De ingang met het opschrift "Kolenmijnen van Beringen" staat er nog.
Het plein hiervoor werd vroeger ingenomen door primitieve bussen die van heinde en ver mijnwerkers aanvoerden om in de ondergrond te werken.
30 jaar geleden werd deze mijn gesloten en werd er, om aan de enorme druk van de ontstane werklozen gestart met de zogenaamde "reconversie".
Deze leidde ertoe dat de kolenmijn van Beringen nu "Bmine" heet en er heel wat moeite gedaan wordt om dit "archeologisch erfgoed" in een modern commercieel kleedje te stoppen.
De schachttorens, toen de "belles fleurs" genoemd en de koeltorens zijn hier de meest opvallende stille getuigen van dit roemrijke verleden.
Ook kon toentertijd niemand vermoeden dat er nu op de steenbergen, de vroeger terrils, naast een mountainbike route een heuse cyclocross zou georganiseerd worden.
Bovengronds doet men heel wat moeite om de vroegere activiteiten levend te houden en te behouden wat in de nieuwe invulling van Bmine een functie kan overnemen of eventueel behouden.
Zo heeft men hier een inzicht in de vroegere waszaal, lavair, voor de bovenkomende mijnwerkers.
Deze wasplaatsen kan men in niets vergelijken met de mooie aquariums die men ingericht heeft als diepzeeduikplaats waar men tevens van mooie vissen kan genieten.
Klimmuren en een heus zwembad vervangen en doen het vroegere mijngebeuren totaal vervagen.
De fameuze terrils, die een gewijzigd landschap hielpen bepalen, zijn omgevormd tot heuse speel- en activiteiten parcours.
Het enige speelse dat in de vroegere ondergrond plaats vond was zich door de gangen bewegen op speciaal aangelegde rails met aangepaste fietsen.
Fietsen die in de bovengrondse werkplaatsen werden vervaardigd.
Honderden fietswielen heb ik daar toen gedraaid.
Dit was een speeltuigje dat voor ingenieurs, toezichters en of mijnmeters werd gebruikt.
Ze moesten wel tijdig hun fiets van de rails halen wanneer er een transporttrein voorbij kwam.
Werken in de mijn was eigenlijk bovenmenselijk.
Vuil, stoffig, gevaar voor waterdoorbraak, mijngas, instortingen waren steeds aanwezig.
Daarenboven stijgt de temperatuur in de diepte met 1° per vijftig meter.

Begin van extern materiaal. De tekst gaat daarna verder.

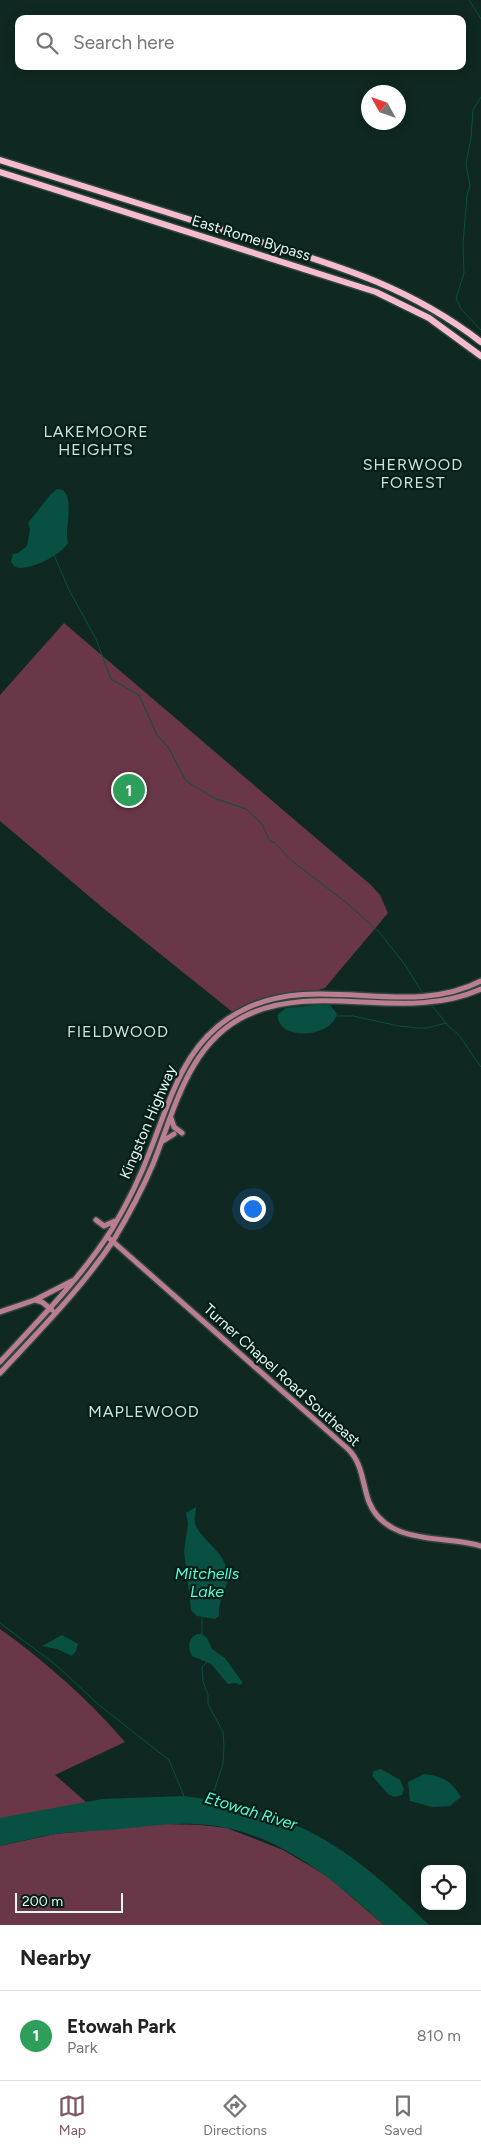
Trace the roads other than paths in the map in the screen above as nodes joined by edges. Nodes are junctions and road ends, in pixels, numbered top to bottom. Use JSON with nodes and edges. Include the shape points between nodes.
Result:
{"nodes":[{"id":1,"x":0,"y":160,"type":"edge"},
{"id":2,"x":0,"y":172,"type":"edge"},
{"id":3,"x":481,"y":342,"type":"edge"},
{"id":4,"x":481,"y":356,"type":"edge"},
{"id":5,"x":481,"y":981,"type":"edge"},
{"id":6,"x":481,"y":989,"type":"edge"},
{"id":7,"x":171,"y":1118,"type":"junction"},
{"id":8,"x":182,"y":1133,"type":"dead end"},
{"id":9,"x":174,"y":1134,"type":"dead end"},
{"id":10,"x":161,"y":1143,"type":"junction"},
{"id":11,"x":117,"y":1219,"type":"junction"},
{"id":12,"x":96,"y":1220,"type":"dead end"},
{"id":13,"x":107,"y":1236,"type":"junction"},
{"id":14,"x":112,"y":1241,"type":"junction"},
{"id":15,"x":120,"y":1248,"type":"junction"},
{"id":16,"x":104,"y":1253,"type":"junction"},
{"id":17,"x":76,"y":1278,"type":"junction"},
{"id":18,"x":34,"y":1300,"type":"junction"},
{"id":19,"x":50,"y":1308,"type":"junction"},
{"id":20,"x":0,"y":1312,"type":"edge"},
{"id":21,"x":56,"y":1312,"type":"junction"},
{"id":22,"x":0,"y":1362,"type":"edge"},
{"id":23,"x":0,"y":1373,"type":"edge"},
{"id":24,"x":481,"y":1546,"type":"edge"}],
"edges":[{"from":1,"to":3,"type":"highway","name":"East Rome Bypass","via":[[356,272],[422,302]]},
{"from":2,"to":4,"type":"highway","name":"East Rome Bypass","via":[[368,289],[423,315]]},
{"from":5,"to":11,"type":"main road","name":"Kingston Highway","via":[[446,994],[426,997],[288,996],[258,1003],[223,1022],[199,1044],[183,1069],[143,1169]]},
{"from":6,"to":7,"type":"main road","name":"Kingston Highway","via":[[426,1004],[299,1002],[273,1006],[246,1016],[215,1038],[199,1056]]},
{"from":7,"to":8,"type":"main road","via":[[174,1127]]},
{"from":7,"to":10,"type":"main road","name":"Kingston Highway"},
{"from":9,"to":10,"type":"main road"},
{"from":10,"to":14,"type":"main road","name":"Kingston Highway","via":[[141,1189]]},
{"from":11,"to":12,"type":"main road","via":[[107,1226]]},
{"from":11,"to":13,"type":"main road","name":"Kingston Highway"},
{"from":13,"to":14,"type":"main road","name":"Turner Chapel Road Southeast"},
{"from":13,"to":17,"type":"main road","name":"Kingston Highway"},
{"from":14,"to":15,"type":"main road","name":"Turner Chapel Road Southeast"},
{"from":14,"to":16,"type":"main road","name":"Kingston Highway"},
{"from":15,"to":16,"type":"main road"},
{"from":15,"to":24,"type":"main road","name":"Turner Chapel Road Southeast","via":[[352,1452],[361,1469],[372,1507],[387,1525],[408,1534]]},
{"from":16,"to":21,"type":"main road"},
{"from":17,"to":18,"type":"main road"},
{"from":17,"to":19,"type":"main road","name":"Kingston Highway"},
{"from":18,"to":19,"type":"main road"},
{"from":18,"to":20,"type":"main road"},
{"from":19,"to":21,"type":"main road"},
{"from":19,"to":22,"type":"main road","name":"Kingston Highway"},
{"from":21,"to":23,"type":"main road"}]}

Hierdoor was deze steeds rond de 40° en in deze helse omstandigheden werd in gangen van 40 cm tot 1 meter hoogte steenkool uitgehouwen.
Velen hielden daar dan ook de gevreesde stoflongen aan over.
Ondersteunen vroeger met hout, op het einde met stalen stutten, al kruipend een gang maken door de steenkoollagen was de eerste opgaven van koolmijners.
Heel wat handwerk. Elektrische gereedschappen waren door het gevaar voor vonken verboden om de ontbranding en ontploffing van mijngas te voorkomen.
Daarom werden in de hoofdgangen perslucht leidingen aangelegd.
In de voorlopig gekapte koollagen werden dan mechanische schrapers geïnstalleerd die de lagen moesten afschrapen
Om het transport van materiaal en steenkool mogelijk te maken moesten gangen gemaakt en transport mogelijkheden zoals treinrails en andere nutsvoorzieningen worden geïnstalleerd.
Deze gangen werden eerst voorgeboord en gedynamitteerd door specialisten de schietmeesters.
Het huidige uitzicht laat in niets vermoeden wat heroïsch werk er zestig jaar verricht werd om via de koolmijn de welvaart te brengen die we daar nu aantreffen.
Stille getuigen van een berucht verleden houden nog steeds de wacht.
Uitkijken op de mijnterrils en wijzen naar de toekomst die ze toch in grote mate te danken hebben aan de koolmijn blijft de boodschap.